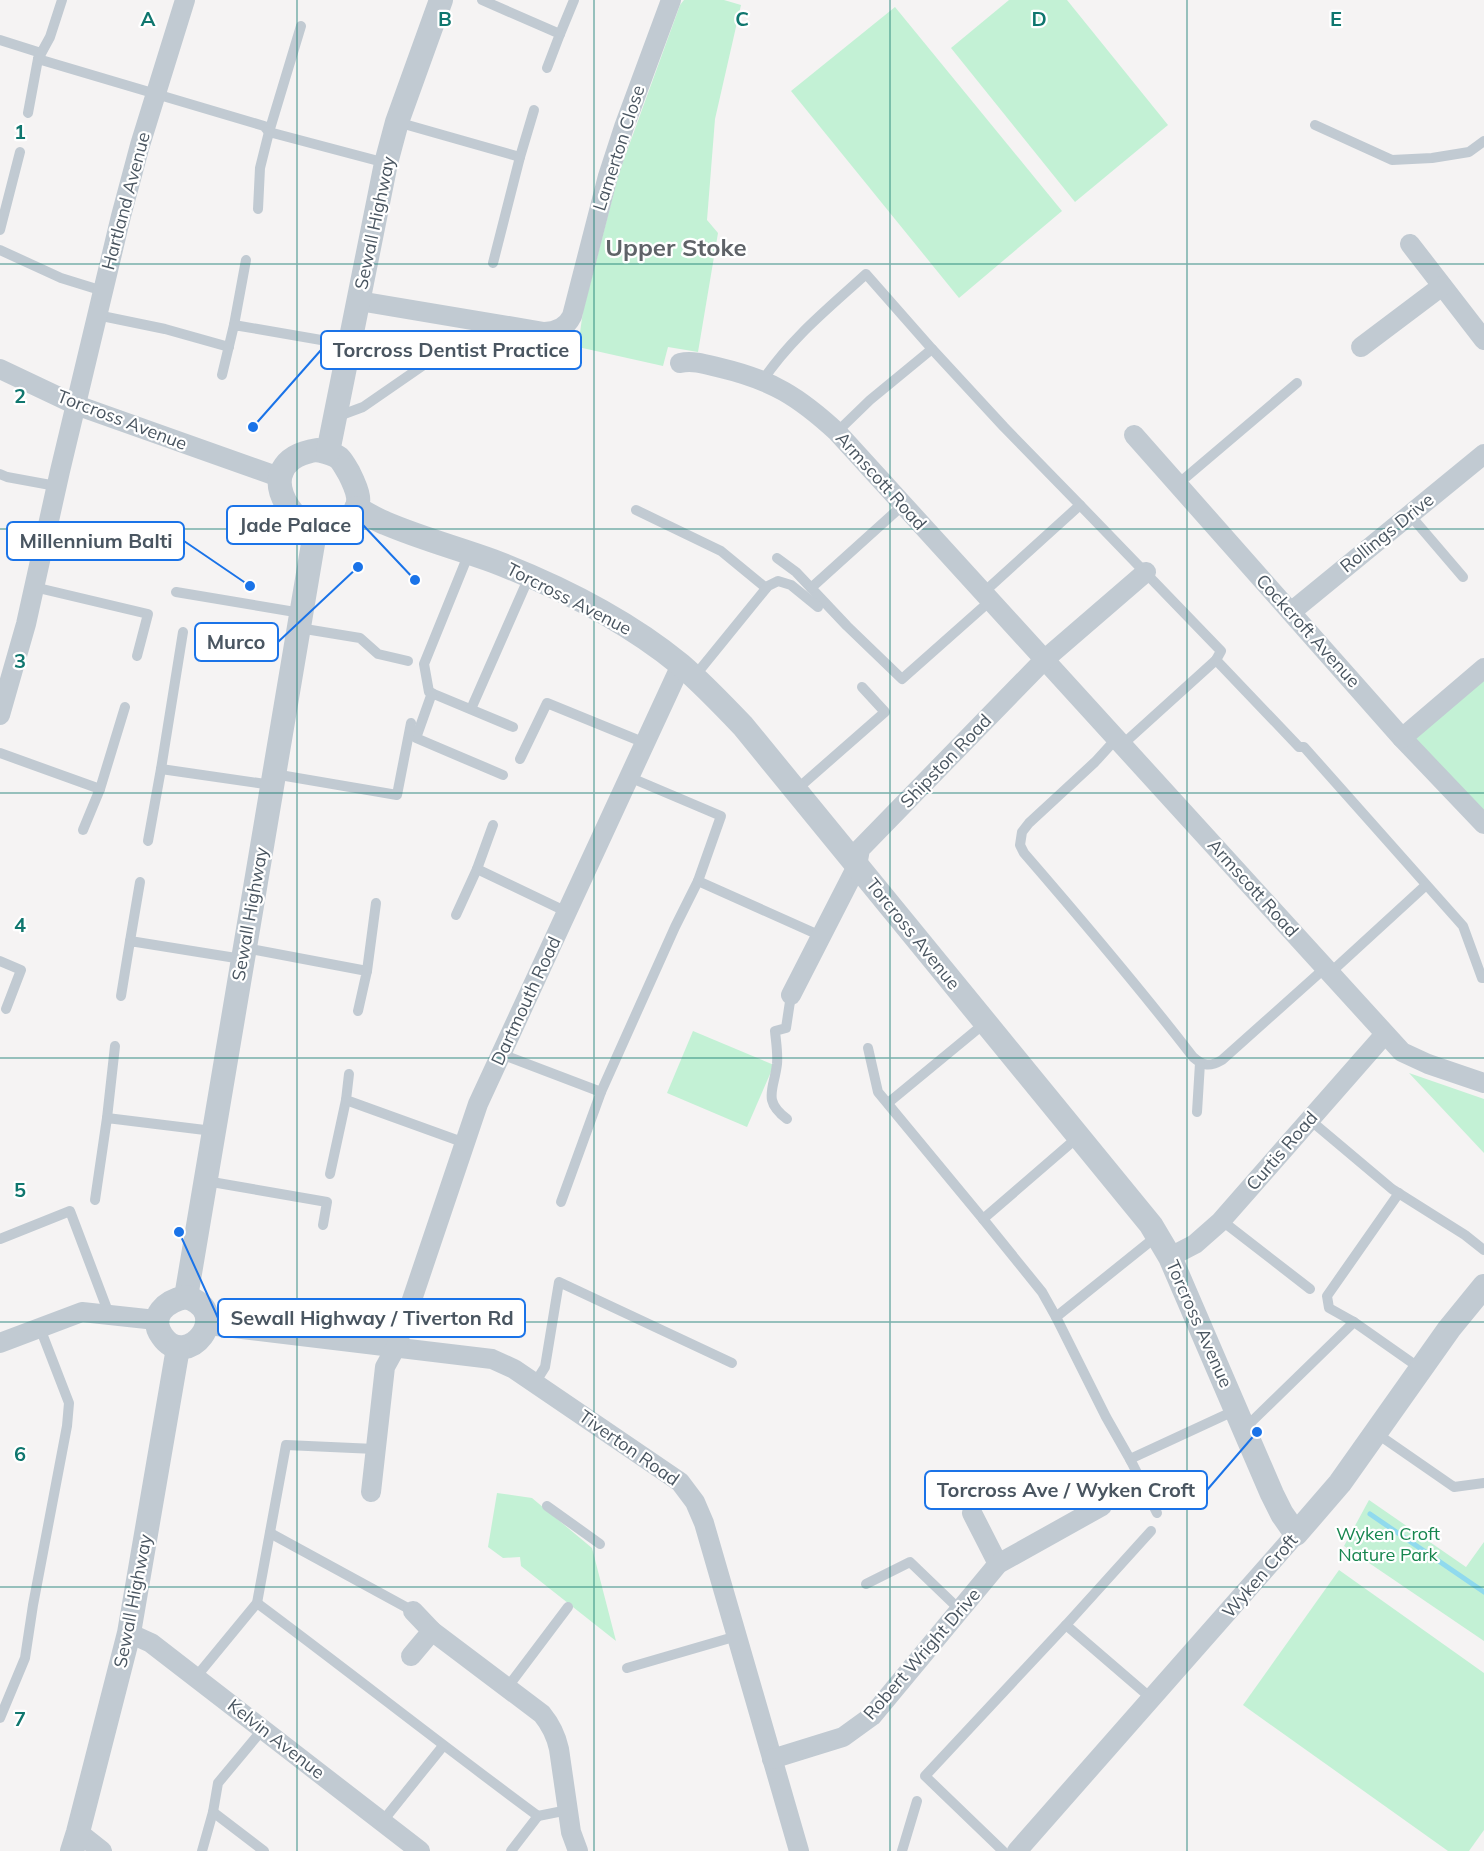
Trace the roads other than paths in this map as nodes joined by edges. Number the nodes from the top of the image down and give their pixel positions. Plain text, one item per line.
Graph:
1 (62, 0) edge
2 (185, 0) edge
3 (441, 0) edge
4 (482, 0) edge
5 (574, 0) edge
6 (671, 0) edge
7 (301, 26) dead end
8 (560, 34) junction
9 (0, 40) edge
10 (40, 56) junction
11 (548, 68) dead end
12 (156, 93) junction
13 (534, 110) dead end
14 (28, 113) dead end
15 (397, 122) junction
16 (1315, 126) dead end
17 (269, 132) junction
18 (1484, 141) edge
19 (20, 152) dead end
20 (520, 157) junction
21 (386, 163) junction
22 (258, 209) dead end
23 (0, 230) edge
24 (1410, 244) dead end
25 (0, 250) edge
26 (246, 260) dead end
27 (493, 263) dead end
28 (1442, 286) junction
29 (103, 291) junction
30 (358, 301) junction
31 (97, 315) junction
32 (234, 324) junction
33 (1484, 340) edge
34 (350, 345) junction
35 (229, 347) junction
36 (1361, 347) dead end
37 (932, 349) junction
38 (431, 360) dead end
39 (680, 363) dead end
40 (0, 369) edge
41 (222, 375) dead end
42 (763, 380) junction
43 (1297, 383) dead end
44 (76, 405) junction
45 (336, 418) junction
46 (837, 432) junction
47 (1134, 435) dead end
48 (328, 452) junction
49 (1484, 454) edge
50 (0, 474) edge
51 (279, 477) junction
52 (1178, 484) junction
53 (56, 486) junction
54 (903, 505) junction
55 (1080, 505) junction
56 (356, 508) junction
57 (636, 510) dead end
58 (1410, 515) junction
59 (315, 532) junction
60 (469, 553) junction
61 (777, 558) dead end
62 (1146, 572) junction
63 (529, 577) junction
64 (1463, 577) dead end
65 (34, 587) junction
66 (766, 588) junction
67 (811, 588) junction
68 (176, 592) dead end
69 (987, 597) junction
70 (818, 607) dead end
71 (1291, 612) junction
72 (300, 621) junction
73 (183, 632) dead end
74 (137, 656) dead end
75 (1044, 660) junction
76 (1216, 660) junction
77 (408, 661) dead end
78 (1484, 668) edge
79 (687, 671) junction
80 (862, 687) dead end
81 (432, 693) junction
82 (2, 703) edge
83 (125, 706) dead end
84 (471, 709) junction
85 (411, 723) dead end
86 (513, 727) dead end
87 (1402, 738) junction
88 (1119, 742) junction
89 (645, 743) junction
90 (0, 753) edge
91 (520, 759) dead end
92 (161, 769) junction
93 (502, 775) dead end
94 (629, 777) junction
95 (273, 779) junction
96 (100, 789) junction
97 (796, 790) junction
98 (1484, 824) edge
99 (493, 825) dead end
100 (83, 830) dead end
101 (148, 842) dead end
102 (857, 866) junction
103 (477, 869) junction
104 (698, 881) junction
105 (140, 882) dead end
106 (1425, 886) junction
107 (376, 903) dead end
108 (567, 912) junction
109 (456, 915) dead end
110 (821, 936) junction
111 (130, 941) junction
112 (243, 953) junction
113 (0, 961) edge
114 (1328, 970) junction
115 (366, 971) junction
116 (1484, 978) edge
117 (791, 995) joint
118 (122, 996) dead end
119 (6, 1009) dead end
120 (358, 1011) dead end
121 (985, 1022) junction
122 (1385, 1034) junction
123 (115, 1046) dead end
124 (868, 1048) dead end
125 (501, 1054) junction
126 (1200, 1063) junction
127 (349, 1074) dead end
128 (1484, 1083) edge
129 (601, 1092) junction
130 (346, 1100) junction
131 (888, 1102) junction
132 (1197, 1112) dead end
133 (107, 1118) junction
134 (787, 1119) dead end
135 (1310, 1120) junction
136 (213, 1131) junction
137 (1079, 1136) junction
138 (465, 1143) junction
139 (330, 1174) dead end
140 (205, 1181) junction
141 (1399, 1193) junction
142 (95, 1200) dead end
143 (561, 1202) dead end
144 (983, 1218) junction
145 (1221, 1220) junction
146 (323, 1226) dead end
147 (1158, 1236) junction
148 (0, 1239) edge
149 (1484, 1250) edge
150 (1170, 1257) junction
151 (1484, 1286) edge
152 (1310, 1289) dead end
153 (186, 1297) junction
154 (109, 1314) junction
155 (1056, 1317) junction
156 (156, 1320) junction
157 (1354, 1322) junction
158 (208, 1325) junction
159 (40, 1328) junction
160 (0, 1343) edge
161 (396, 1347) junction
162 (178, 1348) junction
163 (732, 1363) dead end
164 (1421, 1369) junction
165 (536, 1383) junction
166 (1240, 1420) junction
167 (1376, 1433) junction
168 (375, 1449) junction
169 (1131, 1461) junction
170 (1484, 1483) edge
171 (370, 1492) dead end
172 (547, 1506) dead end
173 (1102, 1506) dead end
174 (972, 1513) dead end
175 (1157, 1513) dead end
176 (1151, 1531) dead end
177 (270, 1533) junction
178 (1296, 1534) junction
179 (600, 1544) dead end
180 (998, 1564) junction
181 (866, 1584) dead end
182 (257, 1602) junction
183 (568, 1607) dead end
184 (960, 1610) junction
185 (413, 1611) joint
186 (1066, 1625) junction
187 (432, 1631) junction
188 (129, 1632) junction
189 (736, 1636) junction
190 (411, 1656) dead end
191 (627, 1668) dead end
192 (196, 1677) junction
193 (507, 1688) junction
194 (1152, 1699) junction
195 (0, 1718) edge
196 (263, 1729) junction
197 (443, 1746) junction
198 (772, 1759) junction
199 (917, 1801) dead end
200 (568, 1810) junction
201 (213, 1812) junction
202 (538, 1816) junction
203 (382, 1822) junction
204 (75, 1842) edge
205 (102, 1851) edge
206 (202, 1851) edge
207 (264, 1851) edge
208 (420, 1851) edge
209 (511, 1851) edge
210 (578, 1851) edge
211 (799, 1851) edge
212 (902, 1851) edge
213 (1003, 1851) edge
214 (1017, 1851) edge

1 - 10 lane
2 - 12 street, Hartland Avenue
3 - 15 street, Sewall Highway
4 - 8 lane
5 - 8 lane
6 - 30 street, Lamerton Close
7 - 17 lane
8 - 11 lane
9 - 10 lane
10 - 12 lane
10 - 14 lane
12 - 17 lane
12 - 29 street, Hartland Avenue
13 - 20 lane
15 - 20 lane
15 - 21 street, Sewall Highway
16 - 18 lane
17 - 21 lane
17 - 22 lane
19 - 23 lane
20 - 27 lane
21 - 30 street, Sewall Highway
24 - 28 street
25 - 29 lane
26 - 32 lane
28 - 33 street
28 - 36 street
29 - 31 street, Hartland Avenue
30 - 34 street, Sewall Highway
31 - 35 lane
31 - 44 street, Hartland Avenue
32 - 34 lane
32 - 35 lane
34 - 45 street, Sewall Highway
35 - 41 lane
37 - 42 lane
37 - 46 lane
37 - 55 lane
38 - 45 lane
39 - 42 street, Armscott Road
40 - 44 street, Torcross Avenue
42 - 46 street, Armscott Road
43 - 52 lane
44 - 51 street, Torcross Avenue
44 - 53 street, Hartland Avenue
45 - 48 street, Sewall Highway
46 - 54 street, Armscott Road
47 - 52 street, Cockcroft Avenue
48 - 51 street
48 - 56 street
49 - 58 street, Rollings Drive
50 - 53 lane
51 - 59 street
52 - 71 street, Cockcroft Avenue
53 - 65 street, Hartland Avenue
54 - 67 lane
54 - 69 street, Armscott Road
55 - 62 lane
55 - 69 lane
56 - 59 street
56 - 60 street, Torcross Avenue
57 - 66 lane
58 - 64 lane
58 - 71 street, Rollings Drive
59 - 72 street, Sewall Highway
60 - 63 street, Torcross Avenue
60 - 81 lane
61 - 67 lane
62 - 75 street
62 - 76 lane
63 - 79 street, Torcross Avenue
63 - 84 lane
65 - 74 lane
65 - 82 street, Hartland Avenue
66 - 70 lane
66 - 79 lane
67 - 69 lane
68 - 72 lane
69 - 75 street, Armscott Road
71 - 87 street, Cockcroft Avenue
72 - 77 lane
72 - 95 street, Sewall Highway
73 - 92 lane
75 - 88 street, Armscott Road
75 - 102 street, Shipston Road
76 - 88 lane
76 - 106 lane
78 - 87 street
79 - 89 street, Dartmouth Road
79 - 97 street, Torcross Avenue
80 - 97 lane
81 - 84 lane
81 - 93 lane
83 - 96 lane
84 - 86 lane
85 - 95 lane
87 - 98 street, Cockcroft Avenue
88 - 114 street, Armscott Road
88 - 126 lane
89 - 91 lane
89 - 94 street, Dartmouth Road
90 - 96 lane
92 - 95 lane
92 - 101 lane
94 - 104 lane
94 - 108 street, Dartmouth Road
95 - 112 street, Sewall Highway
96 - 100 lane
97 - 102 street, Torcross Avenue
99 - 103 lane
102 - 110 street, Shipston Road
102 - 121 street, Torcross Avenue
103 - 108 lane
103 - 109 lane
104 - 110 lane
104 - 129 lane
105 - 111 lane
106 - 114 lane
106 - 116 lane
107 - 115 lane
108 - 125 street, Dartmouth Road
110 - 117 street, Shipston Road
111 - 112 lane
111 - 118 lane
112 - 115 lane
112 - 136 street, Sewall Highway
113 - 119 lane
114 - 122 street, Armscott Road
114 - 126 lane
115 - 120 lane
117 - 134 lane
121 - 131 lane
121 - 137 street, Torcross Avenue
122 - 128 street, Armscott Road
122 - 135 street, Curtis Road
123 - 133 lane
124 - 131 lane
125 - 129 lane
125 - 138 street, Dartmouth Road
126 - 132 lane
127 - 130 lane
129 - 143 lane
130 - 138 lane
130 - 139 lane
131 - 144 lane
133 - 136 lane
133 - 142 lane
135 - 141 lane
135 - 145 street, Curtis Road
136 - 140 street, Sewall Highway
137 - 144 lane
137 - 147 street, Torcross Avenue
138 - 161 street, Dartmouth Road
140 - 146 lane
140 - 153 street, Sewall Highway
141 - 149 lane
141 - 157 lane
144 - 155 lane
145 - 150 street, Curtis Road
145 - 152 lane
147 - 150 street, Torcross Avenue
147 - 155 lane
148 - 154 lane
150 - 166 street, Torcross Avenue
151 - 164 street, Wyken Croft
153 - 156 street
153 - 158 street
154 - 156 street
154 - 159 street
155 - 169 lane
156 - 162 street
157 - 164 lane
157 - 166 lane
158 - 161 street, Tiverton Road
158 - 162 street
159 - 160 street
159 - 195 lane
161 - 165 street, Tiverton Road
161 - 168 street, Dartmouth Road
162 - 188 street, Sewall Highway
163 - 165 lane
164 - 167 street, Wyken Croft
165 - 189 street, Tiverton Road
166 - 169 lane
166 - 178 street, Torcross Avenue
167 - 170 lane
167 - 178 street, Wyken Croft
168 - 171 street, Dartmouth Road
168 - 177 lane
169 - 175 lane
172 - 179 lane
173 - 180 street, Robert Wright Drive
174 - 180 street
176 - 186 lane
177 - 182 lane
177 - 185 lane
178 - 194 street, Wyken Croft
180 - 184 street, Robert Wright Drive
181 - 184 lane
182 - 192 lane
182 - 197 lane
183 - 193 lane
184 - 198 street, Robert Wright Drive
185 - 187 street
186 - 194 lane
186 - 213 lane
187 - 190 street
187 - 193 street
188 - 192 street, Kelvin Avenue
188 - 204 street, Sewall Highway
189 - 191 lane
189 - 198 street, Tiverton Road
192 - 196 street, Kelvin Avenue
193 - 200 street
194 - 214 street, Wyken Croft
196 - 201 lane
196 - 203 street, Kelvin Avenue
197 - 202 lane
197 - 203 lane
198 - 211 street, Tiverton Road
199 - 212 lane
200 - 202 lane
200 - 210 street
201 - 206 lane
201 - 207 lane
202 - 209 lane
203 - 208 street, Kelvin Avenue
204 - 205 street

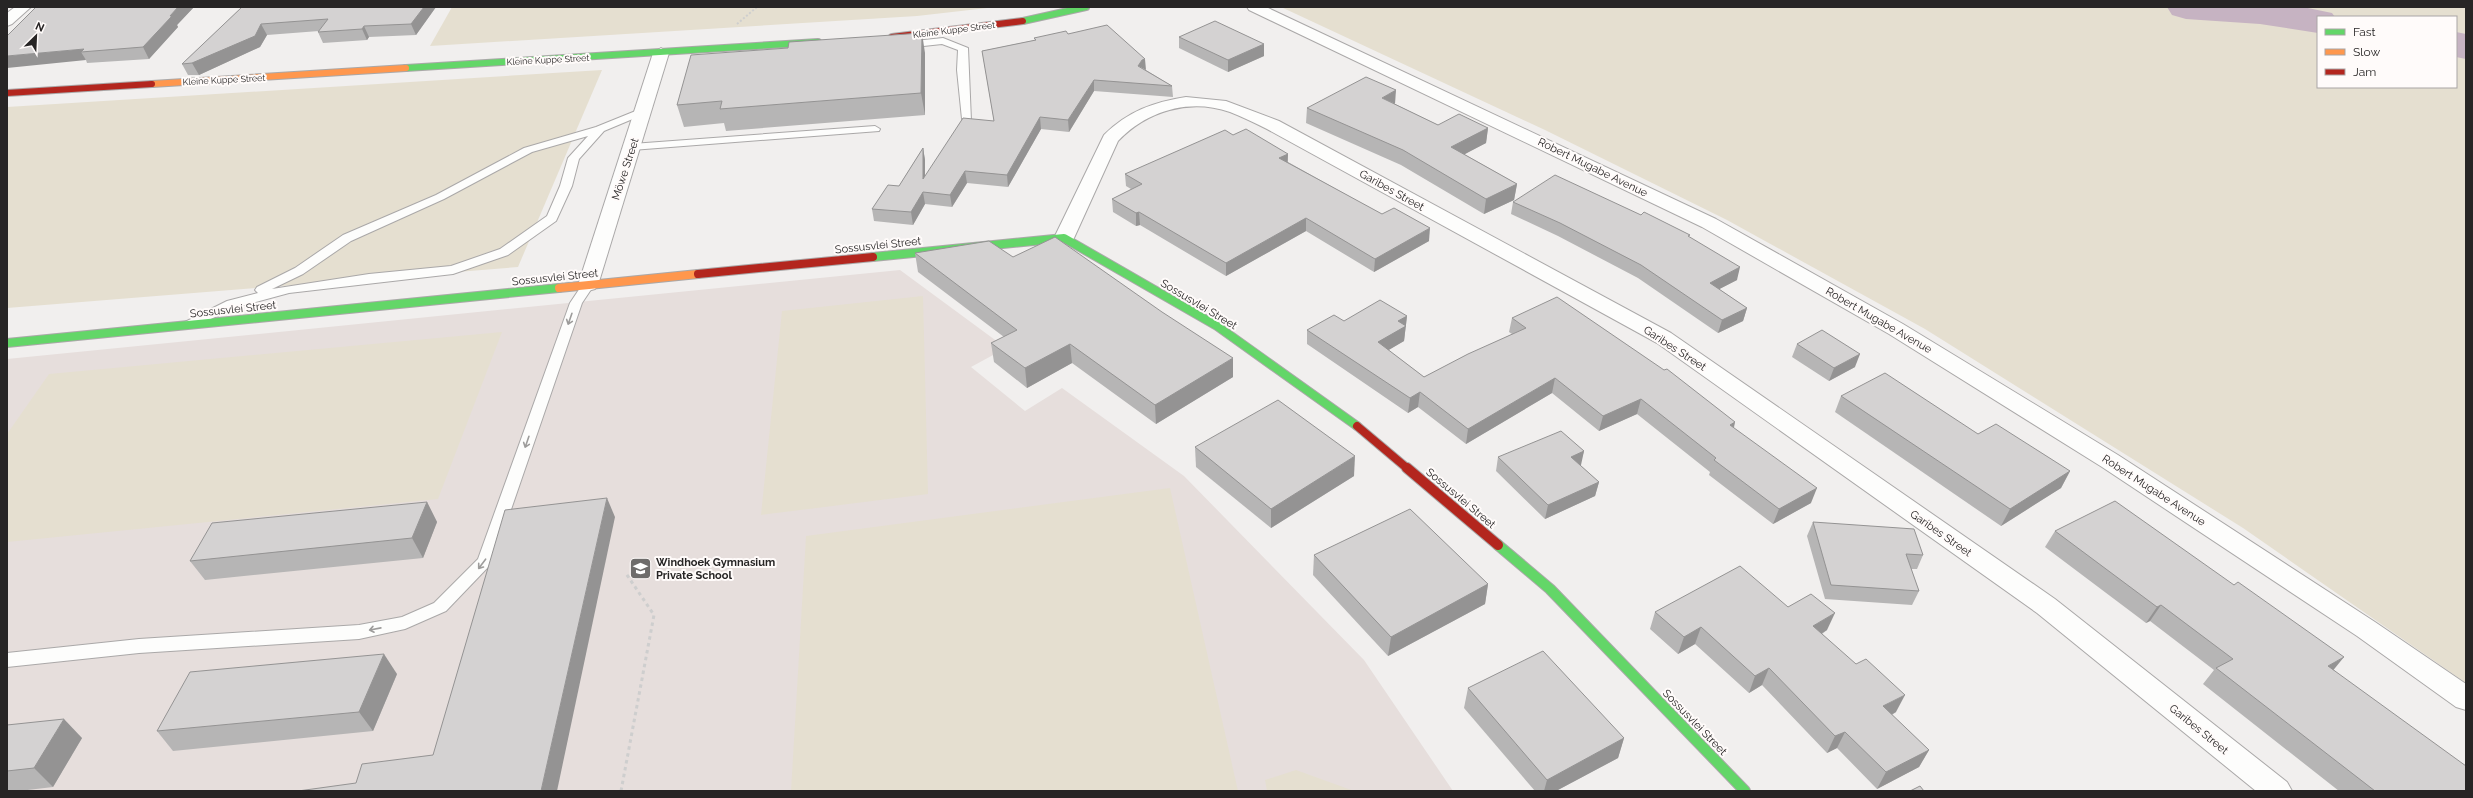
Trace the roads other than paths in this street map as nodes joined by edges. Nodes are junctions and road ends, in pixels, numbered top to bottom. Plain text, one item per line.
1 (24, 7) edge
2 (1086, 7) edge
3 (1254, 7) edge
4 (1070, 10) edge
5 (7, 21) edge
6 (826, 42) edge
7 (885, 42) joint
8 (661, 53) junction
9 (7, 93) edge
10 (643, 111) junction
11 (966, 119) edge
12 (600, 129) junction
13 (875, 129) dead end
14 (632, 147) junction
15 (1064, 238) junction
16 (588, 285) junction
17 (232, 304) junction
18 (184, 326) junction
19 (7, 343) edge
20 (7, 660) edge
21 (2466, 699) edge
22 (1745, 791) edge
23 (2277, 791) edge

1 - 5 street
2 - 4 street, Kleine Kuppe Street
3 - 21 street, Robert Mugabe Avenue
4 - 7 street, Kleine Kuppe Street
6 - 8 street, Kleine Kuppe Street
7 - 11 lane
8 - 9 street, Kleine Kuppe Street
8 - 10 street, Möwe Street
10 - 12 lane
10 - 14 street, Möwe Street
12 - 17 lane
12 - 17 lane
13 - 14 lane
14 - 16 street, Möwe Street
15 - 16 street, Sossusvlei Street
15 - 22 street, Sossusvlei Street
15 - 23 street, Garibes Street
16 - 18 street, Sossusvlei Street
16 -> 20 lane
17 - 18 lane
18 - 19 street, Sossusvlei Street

**Your task**
On how many lines of the data does the word "Kuppe" appear? Reply with the number alone.

**Output for this task**
4